In rat pancreatic and submandibular gland acini during exposure to carbachol, changes in the fluorescence emission intensity ratio (R) of acini loaded with mag-fura-2 resemble changes in cytosolic Ca2+ concentration (Ca(i)2+) in acini loaded with fura-2. Furthermore, changes of R depend on the presence of extracellular Ca2+ (Ca(o)2+) but are much less influenced by changes in extracellular Mg2+ (Mg(o)2+). To evaluate interference with measurement of Cytosolic Mg2+ (Mg(i)2+) by changes in Ca(i)2+, we determined the dissociation constant (K(d)) and Hill coefficient (N(H)) of the Ca2+-mag-fura-2 and Mg2+-mag-fura-2 complexes in standard solutions, in intact acini after loading with the acetoxymethyl ester of mag-fura-2 (mag-fura-2/AM), and in lysates derived from acini loaded with mag-fura-2/AM. The K(d) of the Ca2+-mag-fura-2 complex in acini (determined with ionomycin) was 20.49 +/- 5.20-mu-M, and N(H) was 1.44 +/- 0.16 (n = 24).

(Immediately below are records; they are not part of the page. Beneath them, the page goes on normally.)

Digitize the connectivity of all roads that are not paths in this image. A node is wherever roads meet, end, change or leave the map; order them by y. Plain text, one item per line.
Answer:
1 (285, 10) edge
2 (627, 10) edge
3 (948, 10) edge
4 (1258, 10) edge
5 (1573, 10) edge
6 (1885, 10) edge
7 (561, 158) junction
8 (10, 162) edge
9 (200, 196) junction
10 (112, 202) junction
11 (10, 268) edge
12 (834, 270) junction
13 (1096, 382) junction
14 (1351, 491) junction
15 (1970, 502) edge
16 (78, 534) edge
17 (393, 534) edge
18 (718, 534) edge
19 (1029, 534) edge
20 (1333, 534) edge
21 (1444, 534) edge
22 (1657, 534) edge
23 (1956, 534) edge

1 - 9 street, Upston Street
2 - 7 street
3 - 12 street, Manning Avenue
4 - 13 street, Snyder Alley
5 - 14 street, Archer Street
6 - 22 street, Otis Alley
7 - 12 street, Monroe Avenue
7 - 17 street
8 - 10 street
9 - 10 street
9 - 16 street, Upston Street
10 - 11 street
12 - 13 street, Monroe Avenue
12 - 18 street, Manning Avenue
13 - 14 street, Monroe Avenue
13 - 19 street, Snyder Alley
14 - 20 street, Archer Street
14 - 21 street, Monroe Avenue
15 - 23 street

K(d) of the Mg2+-mag-fura-2 complex in acini was 2.25 +/- 0.98 mM, and N(H) was 1.20 +/- 0.20 (n = 25). Mean K(d) values were slightly lower in acinar lysates and in solutions of standard mag-fura-2. In acini from either gland, 1,2-bis(2-aminophenoxy)ethan-N,N,N',N'-tetraacetic acid (BAPTA) suppressed carbachol-induced Ca(i)2+ transients. The R value in stimulated acini loaded with BAPTA and mag-fura-2 increased slightly when Mg(o)2+ was increased from <10 nM to 1.2 mM, suggesting that Mg2+ influx contributes to the maintenance of Mg(i)2+ during exposure to carbachol. Under these conditions, pancreatic acinar Mg(i)2+ is 0.53 +/- 0.14 mM (n = 5). In submandibular gland acini, under similar conditions Mg(i)2+ is 0.48 +/- 0.11 mM (n = 5). We conclude that changes in Ca(i)2+ are readily detected in mag-fura-2-loaded cells, especially when Mg(i)2+ is relatively stable. This may limit the conditions under which Mg(i)2+ can be reliably determined using mag-fura-2.